Print the entries underneath word for word, omitting whatever pictures they contain.

Start of Data shown

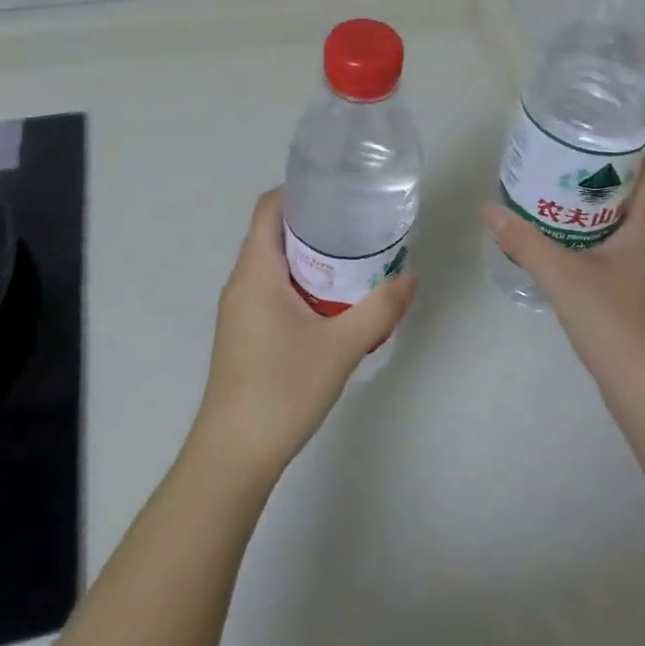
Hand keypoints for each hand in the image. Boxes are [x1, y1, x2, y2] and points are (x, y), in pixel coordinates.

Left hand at [192, 188, 415, 483]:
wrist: (234, 454)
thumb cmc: (282, 389)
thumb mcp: (341, 347)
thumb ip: (379, 310)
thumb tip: (410, 278)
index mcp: (256, 272)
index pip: (268, 208)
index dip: (298, 191)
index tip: (337, 191)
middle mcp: (241, 282)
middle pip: (272, 233)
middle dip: (312, 224)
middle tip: (356, 224)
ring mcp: (239, 310)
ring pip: (272, 265)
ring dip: (307, 256)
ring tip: (351, 259)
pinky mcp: (243, 333)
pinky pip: (270, 289)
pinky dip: (299, 283)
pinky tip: (330, 302)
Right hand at [481, 145, 644, 405]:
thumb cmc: (621, 326)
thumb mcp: (564, 278)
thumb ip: (524, 241)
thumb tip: (488, 209)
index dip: (620, 135)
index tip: (581, 123)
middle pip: (630, 182)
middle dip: (592, 164)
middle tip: (550, 151)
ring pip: (620, 213)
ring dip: (587, 198)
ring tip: (545, 183)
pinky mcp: (639, 283)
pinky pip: (613, 239)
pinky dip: (587, 227)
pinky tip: (554, 231)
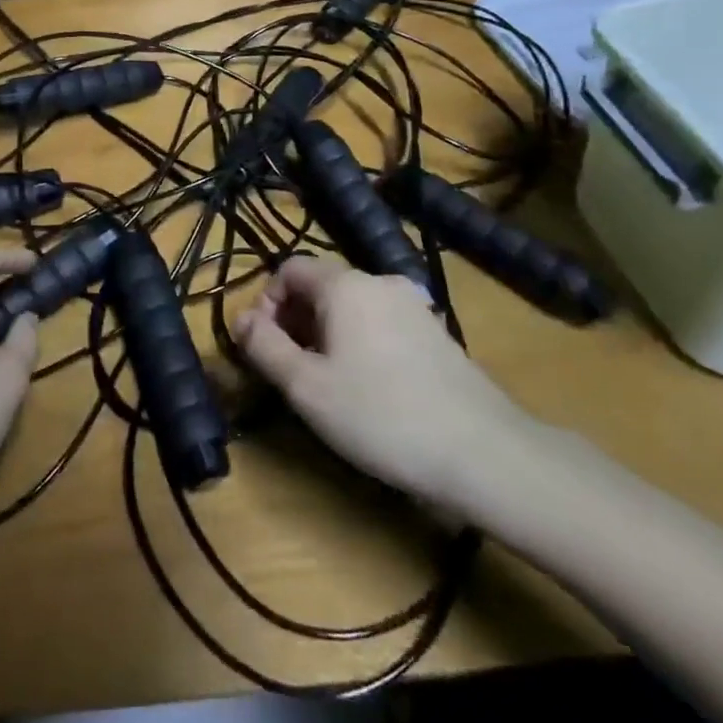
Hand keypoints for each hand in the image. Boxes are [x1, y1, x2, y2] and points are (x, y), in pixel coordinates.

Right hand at [235, 256, 537, 519]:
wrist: (482, 452)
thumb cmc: (380, 415)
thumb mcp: (306, 387)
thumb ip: (264, 347)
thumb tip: (240, 319)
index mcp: (345, 284)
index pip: (289, 269)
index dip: (266, 303)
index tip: (265, 347)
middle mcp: (380, 281)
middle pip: (320, 285)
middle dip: (294, 320)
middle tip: (291, 369)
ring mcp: (414, 305)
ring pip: (351, 306)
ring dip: (326, 333)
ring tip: (328, 382)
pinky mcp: (436, 332)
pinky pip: (381, 322)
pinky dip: (360, 341)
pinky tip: (369, 387)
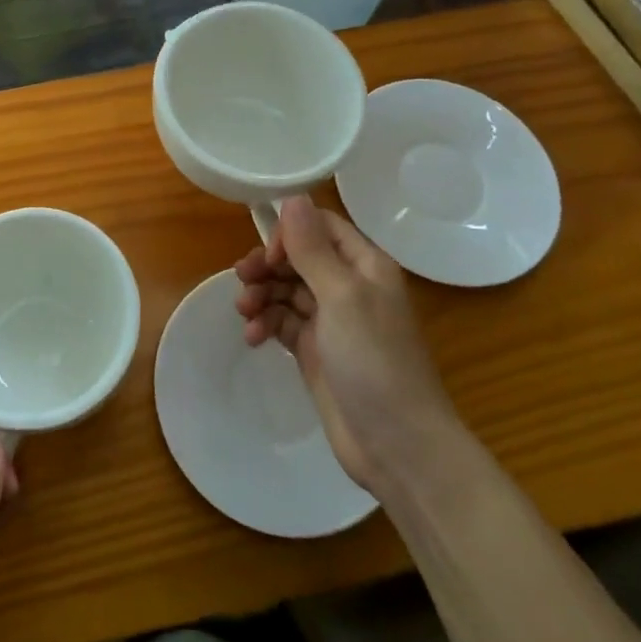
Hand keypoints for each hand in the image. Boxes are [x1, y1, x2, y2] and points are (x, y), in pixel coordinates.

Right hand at [236, 197, 463, 497]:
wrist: (397, 446)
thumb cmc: (375, 362)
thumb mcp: (342, 297)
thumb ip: (313, 248)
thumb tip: (293, 195)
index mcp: (365, 266)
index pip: (321, 227)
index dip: (290, 233)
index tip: (269, 255)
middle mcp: (349, 286)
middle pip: (298, 257)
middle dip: (267, 265)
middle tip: (243, 280)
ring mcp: (332, 321)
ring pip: (286, 290)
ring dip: (262, 295)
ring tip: (245, 314)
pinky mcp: (315, 350)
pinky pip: (282, 322)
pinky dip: (265, 324)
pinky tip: (253, 337)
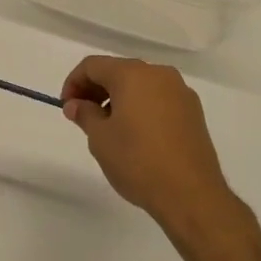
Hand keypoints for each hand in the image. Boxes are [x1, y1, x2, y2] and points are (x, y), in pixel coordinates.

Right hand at [61, 56, 235, 235]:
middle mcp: (159, 74)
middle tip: (82, 116)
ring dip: (119, 98)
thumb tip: (75, 105)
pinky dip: (141, 107)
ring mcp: (180, 92)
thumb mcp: (100, 139)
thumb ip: (84, 114)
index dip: (74, 82)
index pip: (93, 65)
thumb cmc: (138, 161)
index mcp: (133, 74)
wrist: (191, 195)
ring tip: (109, 128)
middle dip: (96, 89)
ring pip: (140, 85)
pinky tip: (136, 134)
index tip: (67, 107)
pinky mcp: (193, 112)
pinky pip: (158, 99)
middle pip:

End of Data shown

> _The completed task_
Hand keypoints for each hand in the image. Boxes are [x1, y1, x2, y2] and points are (x, y), in pixel coordinates.

Left hand at [192, 188, 415, 483]:
wrist: (234, 454)
thumb cmc: (282, 389)
thumb mcp: (341, 347)
thumb ip: (379, 310)
thumb tip: (410, 278)
index mcp: (256, 272)
index pip: (268, 208)
index dip: (298, 191)
index tip: (337, 191)
middle mcp: (241, 282)
middle pip: (272, 233)
middle dip: (312, 224)
middle tip: (356, 224)
ring mcp: (239, 310)
ring pip: (272, 265)
ring dip: (307, 256)
ring tip: (351, 259)
pinky mcp: (243, 333)
pinky pip: (270, 289)
pinky dip: (299, 283)
pinky tip: (330, 302)
Right hand at [481, 145, 644, 405]:
thumb cmc: (621, 326)
thumb mcp: (564, 278)
thumb ip: (524, 241)
thumb tip: (488, 209)
index dip: (620, 135)
index tip: (581, 123)
middle pip: (630, 182)
middle dip: (592, 164)
middle tip: (550, 151)
ring pip: (620, 213)
ring dip: (587, 198)
ring tip: (545, 183)
pinky mcp: (639, 283)
pinky pip: (613, 239)
pinky dip: (587, 227)
pinky tip: (554, 231)
Hand keypoints for each hand in the image. Boxes are [x1, y1, x2, y2] and points are (x, y), in pixel coordinates.

Right hand at [235, 256, 537, 519]:
wrist: (482, 452)
thumb cmc: (380, 415)
thumb mcp: (306, 387)
thumb ip: (264, 347)
thumb tip: (240, 319)
index mcp: (345, 284)
index pip: (289, 269)
index dip: (266, 303)
index tip: (265, 347)
middle mcp: (380, 281)
middle pip: (320, 285)
middle dip: (294, 320)
middle tip: (291, 369)
ring mcp: (414, 305)
ring pip: (351, 306)
ring dip: (326, 333)
ring tip: (328, 382)
pinky mcp: (436, 332)
pinky pip: (381, 322)
pinky dip: (360, 341)
pinky tip: (369, 387)
Hand keypoints for each hand in the image. Boxes are [x1, y1, x2, y2] and points are (x, y), in pixel coordinates.

Right hand at [236, 197, 463, 497]:
wrist: (397, 446)
thumb cmc: (375, 362)
thumb mcp: (342, 297)
thumb ip: (313, 248)
thumb tip: (293, 195)
index mcp: (365, 266)
index pip: (321, 227)
index dip: (290, 233)
index tip: (269, 255)
middle mcp: (349, 286)
middle pip: (298, 257)
middle dip: (267, 265)
middle tip: (243, 280)
ring mcp: (332, 321)
ring pip: (286, 290)
ring dip: (262, 295)
ring tip: (245, 314)
pinky mcp: (315, 350)
pinky pip: (282, 322)
pinky dip: (265, 324)
pinky tip: (253, 337)
Hand keypoints for each hand in the image. Boxes are [x1, y1, x2, y2] and points are (x, y), in pixel coordinates.

Right hand at [61, 56, 235, 235]:
middle mcp: (159, 74)
middle tip: (82, 116)
ring dip: (119, 98)
thumb tip: (75, 105)
pinky dip: (141, 107)
ring mcp: (180, 92)
thumb mcp: (100, 139)
thumb ip: (84, 114)
index dip: (74, 82)
index pip: (93, 65)
thumb cmc: (138, 161)
index mcp: (133, 74)
wrist: (191, 195)
ring tip: (109, 128)
middle dip: (96, 89)
ring pip: (140, 85)
pinky tip: (136, 134)
index tip: (67, 107)
pinky mcp: (193, 112)
pinky pip: (158, 99)
middle pip:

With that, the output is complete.